---------- Data to use
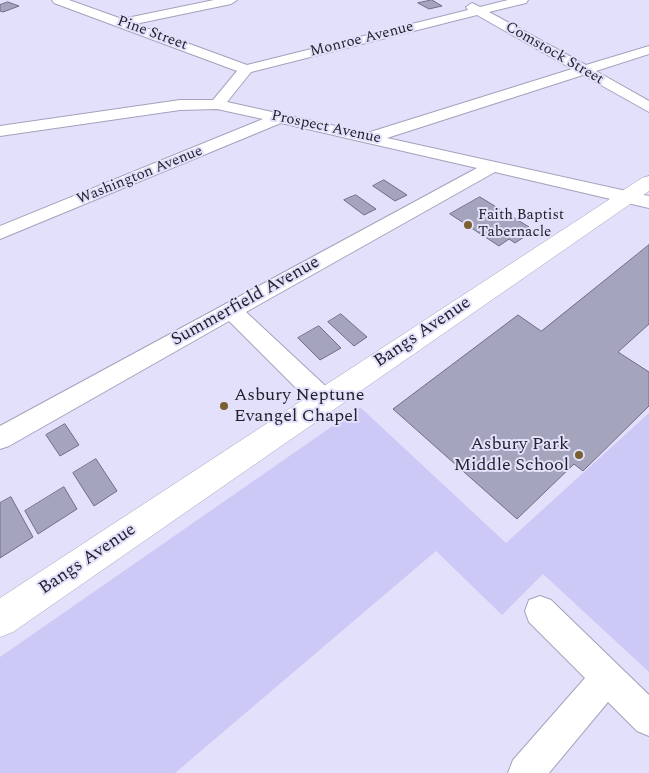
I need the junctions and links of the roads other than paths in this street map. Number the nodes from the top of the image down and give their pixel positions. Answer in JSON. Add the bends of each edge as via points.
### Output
{"nodes":[{"id":1,"x":58,"y":0,"type":"edge"},
{"id":2,"x":231,"y":0,"type":"edge"},
{"id":3,"x":460,"y":0,"type":"edge"},
{"id":4,"x":522,"y":0,"type":"edge"},
{"id":5,"x":479,"y":11,"type":"junction"},
{"id":6,"x":123,"y":23,"type":"junction"},
{"id":7,"x":649,"y":50,"type":"edge"},
{"id":8,"x":246,"y":69,"type":"junction"},
{"id":9,"x":584,"y":70,"type":"junction"},
{"id":10,"x":217,"y":104,"type":"junction"},
{"id":11,"x":649,"y":107,"type":"edge"},
{"id":12,"x":280,"y":118,"type":"junction"},
{"id":13,"x":0,"y":131,"type":"edge"},
{"id":14,"x":370,"y":138,"type":"junction"},
{"id":15,"x":493,"y":166,"type":"junction"},
{"id":16,"x":641,"y":193,"type":"edge"},
{"id":17,"x":0,"y":233,"type":"edge"},
{"id":18,"x":231,"y":310,"type":"junction"},
{"id":19,"x":324,"y":400,"type":"junction"},
{"id":20,"x":0,"y":438,"type":"edge"},
{"id":21,"x":540,"y":610,"type":"dead end"},
{"id":22,"x":0,"y":620,"type":"edge"},
{"id":23,"x":608,"y":677,"type":"junction"},
{"id":24,"x":649,"y":719,"type":"edge"},
{"id":25,"x":526,"y":773,"type":"edge"}],
"edges":[{"from":1,"to":6,"type":"street","name":"Pine Street"},
{"from":2,"to":6,"type":"street"},
{"from":3,"to":5,"type":"street","name":"Comstock Street"},
{"from":4,"to":5,"type":"street","name":"Monroe Avenue"},
{"from":5,"to":8,"type":"street","name":"Monroe Avenue"},
{"from":5,"to":9,"type":"street","name":"Comstock Street"},
{"from":6,"to":8,"type":"street","name":"Pine Street"},
{"from":7,"to":9,"type":"street"},
{"from":8,"to":10,"type":"street"},
{"from":9,"to":11,"type":"street","name":"Comstock Street"},
{"from":9,"to":14,"type":"street"},
{"from":10,"to":12,"type":"street","name":"Prospect Avenue"},
{"from":10,"to":13,"type":"street","name":"Prospect Avenue","via":[[180,105]]},
{"from":12,"to":14,"type":"street","name":"Prospect Avenue"},
{"from":12,"to":17,"type":"street","name":"Washington Avenue"},
{"from":14,"to":15,"type":"street","name":"Prospect Avenue"},
{"from":15,"to":16,"type":"street","name":"Prospect Avenue"},
{"from":15,"to":18,"type":"street","name":"Summerfield Avenue"},
{"from":16,"to":19,"type":"street","name":"Bangs Avenue"},
{"from":18,"to":19,"type":"street"},
{"from":18,"to":20,"type":"street","name":"Summerfield Avenue"},
{"from":19,"to":22,"type":"street","name":"Bangs Avenue"},
{"from":21,"to":23,"type":"street"},
{"from":23,"to":24,"type":"street"},
{"from":23,"to":25,"type":"street"}]}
--------------------
**Problem requirements**
What you return should be all of the material above, exactly, and none of its pictures.

**Your response**
I need the junctions and links of the roads other than paths in this street map. Number the nodes from the top of the image down and give their pixel positions. Answer in JSON. Add the bends of each edge as via points.
### Output
{"nodes":[{"id":1,"x":58,"y":0,"type":"edge"},
{"id":2,"x":231,"y":0,"type":"edge"},
{"id":3,"x":460,"y":0,"type":"edge"},
{"id":4,"x":522,"y":0,"type":"edge"},
{"id":5,"x":479,"y":11,"type":"junction"},
{"id":6,"x":123,"y":23,"type":"junction"},
{"id":7,"x":649,"y":50,"type":"edge"},
{"id":8,"x":246,"y":69,"type":"junction"},
{"id":9,"x":584,"y":70,"type":"junction"},
{"id":10,"x":217,"y":104,"type":"junction"},
{"id":11,"x":649,"y":107,"type":"edge"},
{"id":12,"x":280,"y":118,"type":"junction"},
{"id":13,"x":0,"y":131,"type":"edge"},
{"id":14,"x":370,"y":138,"type":"junction"},
{"id":15,"x":493,"y":166,"type":"junction"},
{"id":16,"x":641,"y":193,"type":"edge"},
{"id":17,"x":0,"y":233,"type":"edge"},
{"id":18,"x":231,"y":310,"type":"junction"},
{"id":19,"x":324,"y":400,"type":"junction"},
{"id":20,"x":0,"y":438,"type":"edge"},
{"id":21,"x":540,"y":610,"type":"dead end"},
{"id":22,"x":0,"y":620,"type":"edge"},
{"id":23,"x":608,"y":677,"type":"junction"},
{"id":24,"x":649,"y":719,"type":"edge"},
{"id":25,"x":526,"y":773,"type":"edge"}],
"edges":[{"from":1,"to":6,"type":"street","name":"Pine Street"},
{"from":2,"to":6,"type":"street"},
{"from":3,"to":5,"type":"street","name":"Comstock Street"},
{"from":4,"to":5,"type":"street","name":"Monroe Avenue"},
{"from":5,"to":8,"type":"street","name":"Monroe Avenue"},
{"from":5,"to":9,"type":"street","name":"Comstock Street"},
{"from":6,"to":8,"type":"street","name":"Pine Street"},
{"from":7,"to":9,"type":"street"},
{"from":8,"to":10,"type":"street"},
{"from":9,"to":11,"type":"street","name":"Comstock Street"},
{"from":9,"to":14,"type":"street"},
{"from":10,"to":12,"type":"street","name":"Prospect Avenue"},
{"from":10,"to":13,"type":"street","name":"Prospect Avenue","via":[[180,105]]},
{"from":12,"to":14,"type":"street","name":"Prospect Avenue"},
{"from":12,"to":17,"type":"street","name":"Washington Avenue"},
{"from":14,"to":15,"type":"street","name":"Prospect Avenue"},
{"from":15,"to":16,"type":"street","name":"Prospect Avenue"},
{"from":15,"to":18,"type":"street","name":"Summerfield Avenue"},
{"from":16,"to":19,"type":"street","name":"Bangs Avenue"},
{"from":18,"to":19,"type":"street"},
{"from":18,"to":20,"type":"street","name":"Summerfield Avenue"},
{"from":19,"to":22,"type":"street","name":"Bangs Avenue"},
{"from":21,"to":23,"type":"street"},
{"from":23,"to":24,"type":"street"},
{"from":23,"to":25,"type":"street"}]}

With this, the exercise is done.